FIG. 5F is a flow chart for the display/printing and storage/telecommunication of characters in all operational modes;
FIG. 6 is the ideogram for Asia; and
FIG. 7 shows in block-diagram form the architecture for an 8080 microprocessor for use in accordance with a preferred embodiment of the invention.
FIG. 1 presents a simplified embodiment of the invention. The system 101 in FIG. 1 serves to form ideograms. The inventor has found that ideograms are identifiable from characteristic radical information, characteristic phonetic information, and characteristic colloquial information associated with the ideogram.
As is known by persons who understand Far Eastern languages, ideograms may be classified according to two hundred fourteen radical groups. A radical group is basic, but the radical is not pronounced in speech unless in a particular case the ideogram corresponds to the radical. The phonetic information is identified by sound which is called ON YOMI in Japanese and may be rendered in Kana in the Japanese language, BoPoMoFo in the Chinese language and Hankul in the Korean language; tone, if relevant (as in the case of Chinese), is also included in the phonetic information. The colloquial information, represents the colloquial sound information (KUN YOMI). In the discussion following, emphasis is placed on Japanese Kanji ideograms, but the system 101 of FIG. 1 can be expanded to produce ideograms in Chinese and alphabetic symbols such as Roman, Hiragana, Katakana, Chinese BoPoMoFo, Hankul and the like. Further, it should initially be noted that while three aspects of an ideogram may be employed in the identification process within the system 101, nevertheless, less than the three aspects may be needed to identify unambiguously any particular ideogram. Precisely, then, the system in the identification process identifies a particular ideogram serially by characteristic radical information and then, if needed to effect unambiguous identification of the ideogram, the characteristic phonetic information and then, if needed to effect unambiguous identification of the particular ideogram, the characteristic colloquial information.
It is only when the particular ideogram is unambiguously identified that the printer shown at 10 in FIG. 1 is actuated and/or the CRT shown as 49 in FIG. 2 is utilized.

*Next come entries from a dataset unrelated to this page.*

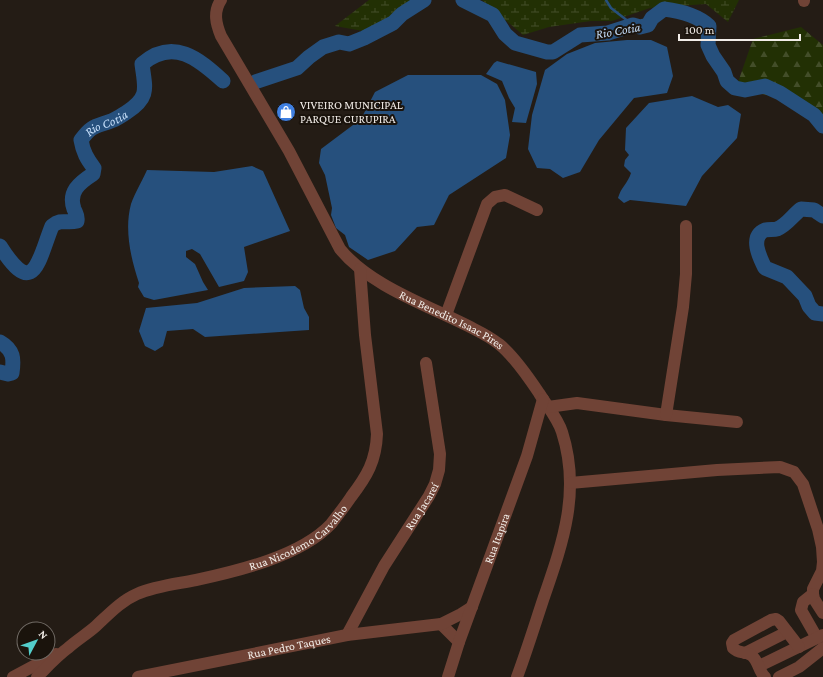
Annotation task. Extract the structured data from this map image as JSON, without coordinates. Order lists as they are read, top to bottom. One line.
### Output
{"streets":{"street":["Rua Benedito Isaac Pires","Rua Jacareí","Rua Nicodemo Carvalho","Rua Itapira","Rua Pedro Taques"]},"crossings":[["Rua Benedito Isaac Pires","Rua Nicodemo Carvalho"],["Rua Benedito Isaac Pires","Rua Itapira"],["Rua Jacareí","Rua Pedro Taques"],["Rua Itapira","Rua Pedro Taques"]],"water":["Rio Cotia"],"places":{"shop":["VIVEIRO MUNICIPAL PARQUE CURUPIRA"]},"scale_bar":"100 m","north":"top right"}
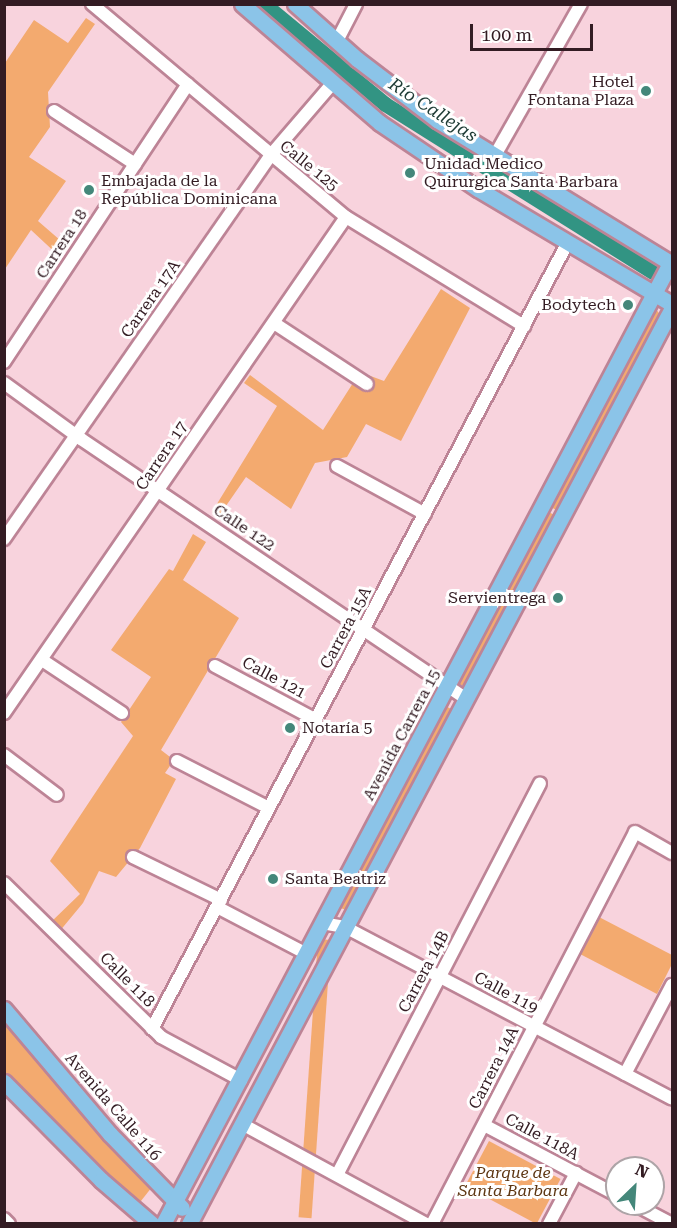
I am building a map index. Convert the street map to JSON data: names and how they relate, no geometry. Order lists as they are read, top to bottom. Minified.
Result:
{"streets":{"main road":["Avenida Carrera 15","Avenida Calle 116"],"street":["Calle 125","Carrera 18","Carrera 17A","Carrera 17","Calle 122","Carrera 15A","Calle 121","Carrera 14B","Calle 118","Calle 119","Carrera 14A","Calle 118A"]},"crossings":[["Calle 125","Carrera 18"],["Calle 125","Carrera 17A"],["Calle 125","Carrera 17"],["Calle 125","Carrera 15A"],["Carrera 17A","Calle 122"],["Carrera 17","Calle 122"],["Calle 122","Carrera 15A"],["Calle 122","Avenida Carrera 15"],["Carrera 15A","Calle 121"],["Carrera 15A","Calle 118"],["Avenida Carrera 15","Calle 118"],["Avenida Carrera 15","Calle 119"],["Avenida Carrera 15","Avenida Calle 116"],["Carrera 14B","Calle 119"],["Calle 119","Carrera 14A"],["Carrera 14A","Calle 118A"]],"water":["Río Callejas"],"parks":["Parque de Santa Barbara"],"places":["Hotel Fontana Plaza","Unidad Medico Quirurgica Santa Barbara","Embajada de la República Dominicana","Bodytech","Servientrega","Notaría 5","Santa Beatriz"],"scale_bar":"100 m","north":"top right"}
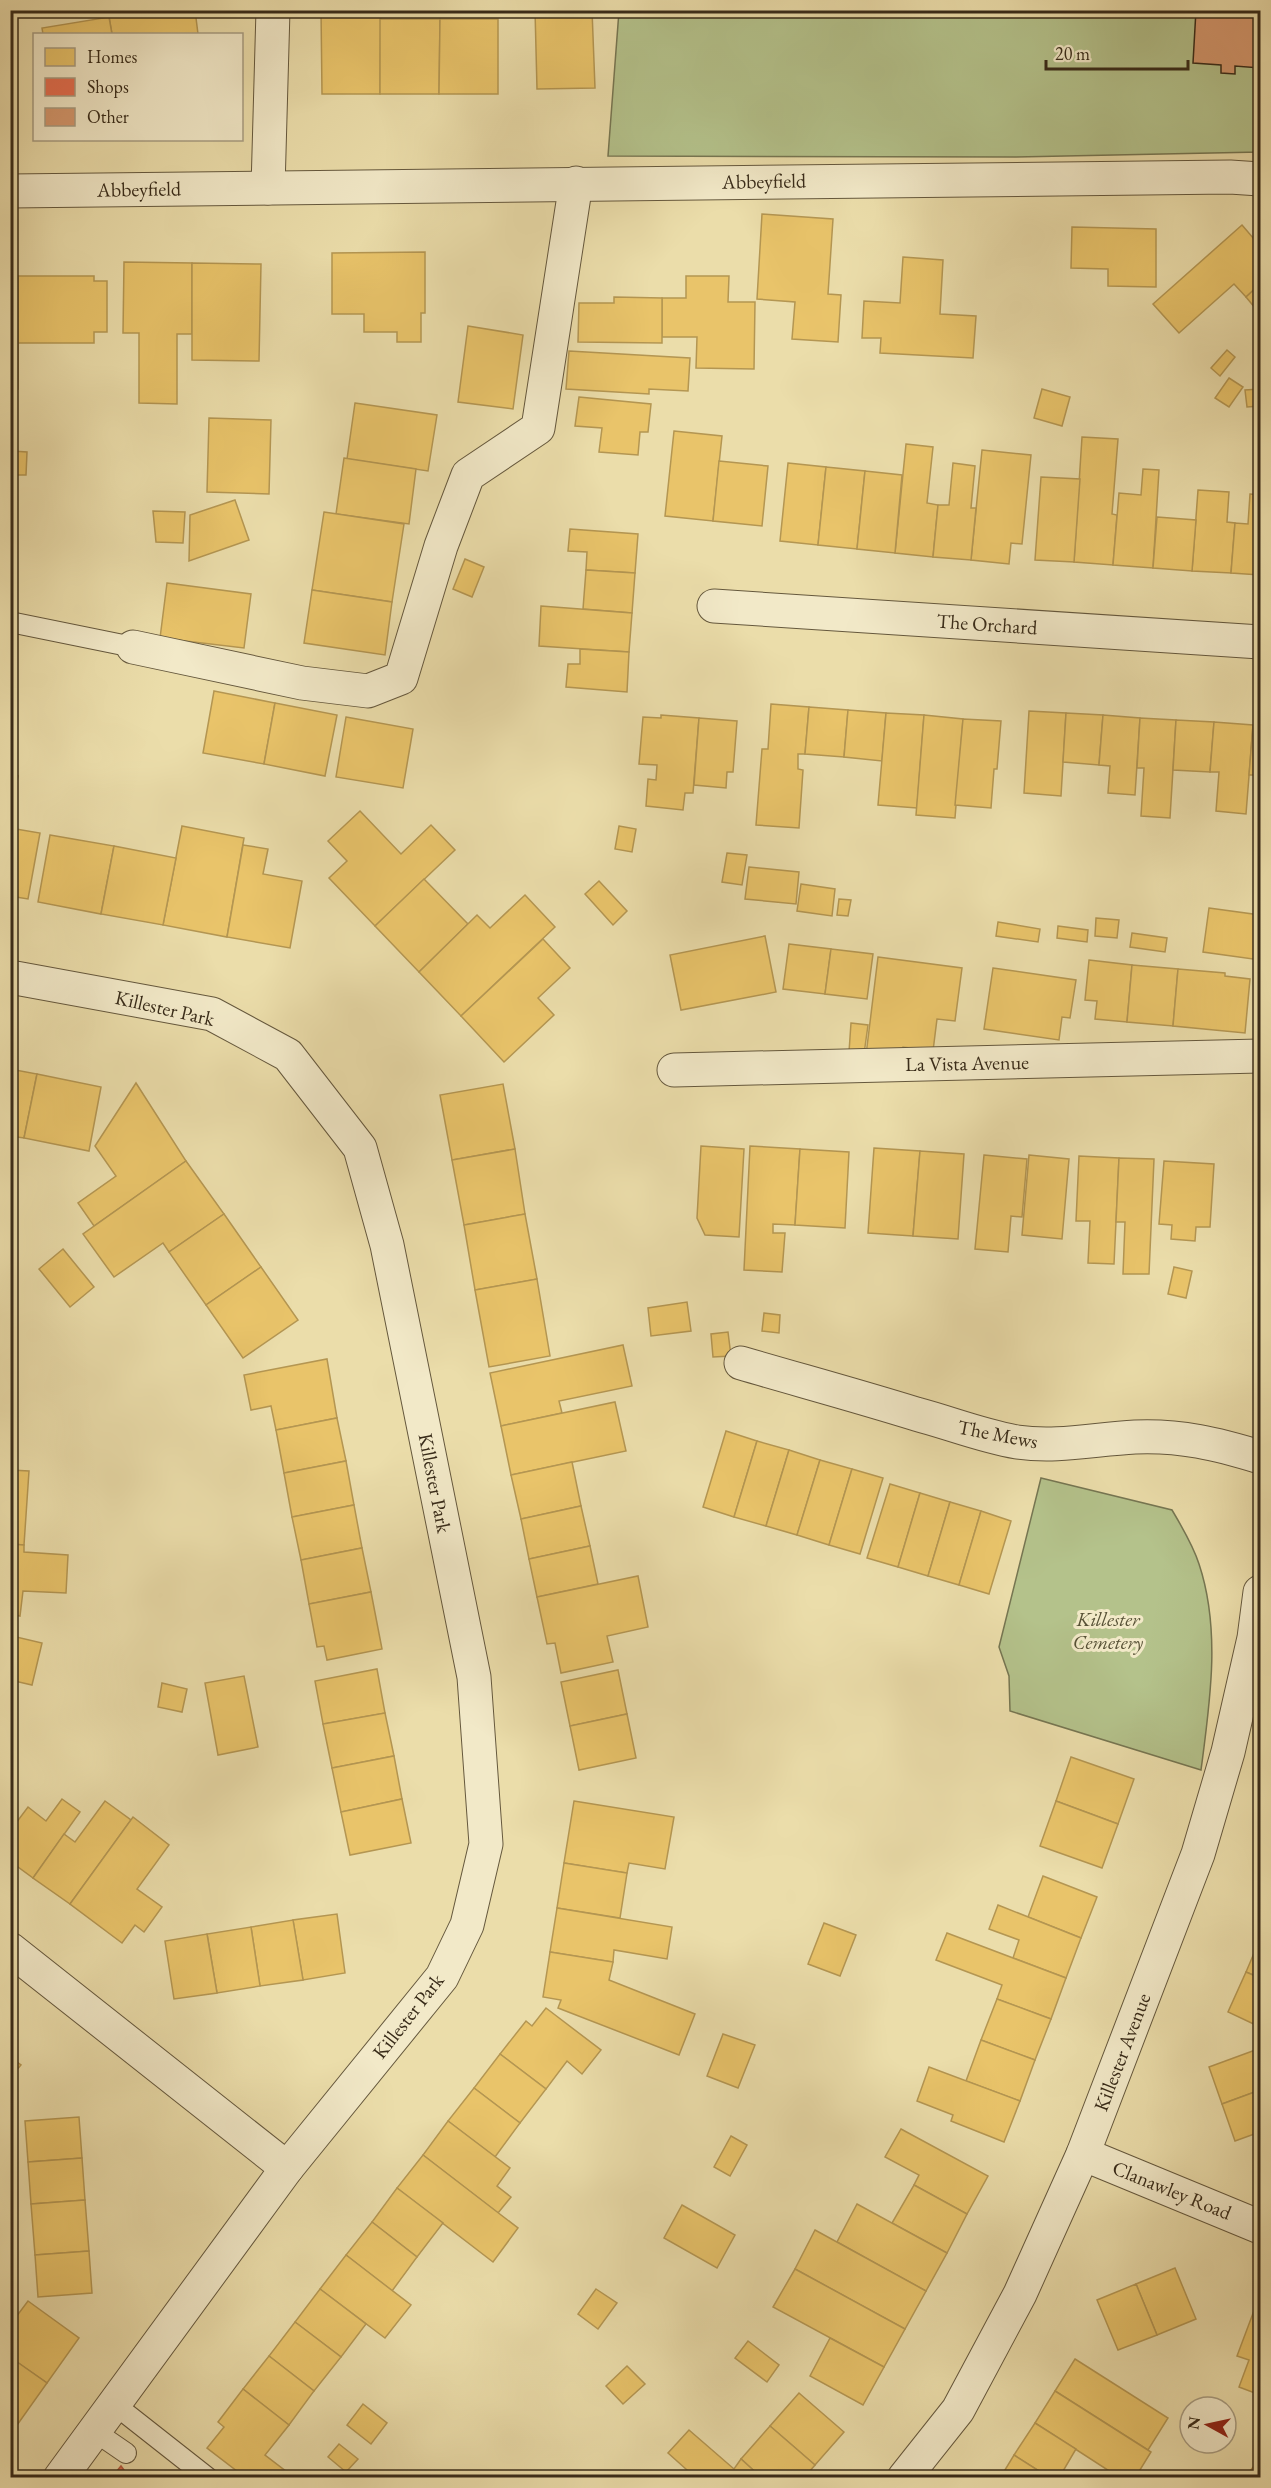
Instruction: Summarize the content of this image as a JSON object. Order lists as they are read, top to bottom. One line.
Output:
{"streets":{"street":["Abbeyfield","The Orchard","Killester Park","La Vista Avenue","The Mews","Killester Avenue","Clanawley Road"]},"crossings":[["Killester Avenue","Clanawley Road"]],"parks":["Killester Cemetery"],"legend":["Homes","Shops","Other"],"scale_bar":"20 m","north":"left"}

Also, with respect to each ideogram to be produced, the operator may depress serially individual keys on the keyboard mechanism designated 1 to call successively for all three bundles of information, but all three are not always employed in the identification process.
The keyboard in the system 101 of FIG. 1 may be in the fashion of the keyboard marked 1A in FIG. 3. Keys of the keyboard 1A in FIG. 3 may utilize, as shown in FIG. 4, a keycap 1 divided into four quadrants by two diagonals. The upper and lower quadrants generally contain symbols corresponding to the upper and lower cases on a standard English language ASCII keyboard. The left quadrant contains a Hiragana character. The right quadrant contains a Katakana symbol which is the phonetic equivalent of the Hiragana symbol contained in the left quadrant. The Kana symbols are placed on the keycaps in a manner similar to keys on a JIS (Japanese Industrial Standard) keyboard.
Turning now to FIG. 3, keys F1, F2, F3, and F4 provide respectively the Hiragana mode, the Katakana mode, the Kanji mode and the Roman mode of keyboard operation. The keyboard enters a particular mode when one of the mode keys F1-F4 corresponding to the mode has been depressed. The keyboard remains in that mode until one of the other mode keys F1-F4 is depressed, causing the newly selected mode to be entered. The Hiragana, Katakana, and Roman mode keys yield alphabetic symbols, in a manner readily understood, but the Kanji mode key does not, and it is to the Kanji mode that the present concepts are directed, although the other modes are important in the larger context in which the invention is placed.
When an operator sets the system into the ideographic Kanji mode by depressing the Kanji mode key F3 in FIG. 3, the system 101A in FIG. 2 accepts a series of key strokes which serially identify as many as three characteristics of the ideographic character to be displayed to the extent required for unique identification. The three characteristics are: (1) radical information, that is, the name of the radical; (2) phonetic information, that is, the sound of the character (ON YOMI); and (3) colloquial information, that is, the colloquial sound information (KUN YOMI). Once an ideogram is unambiguously identified by the procedure discussed above, a terminator signal is provided by depressing the space bar of the keyboard 1A in FIG. 3.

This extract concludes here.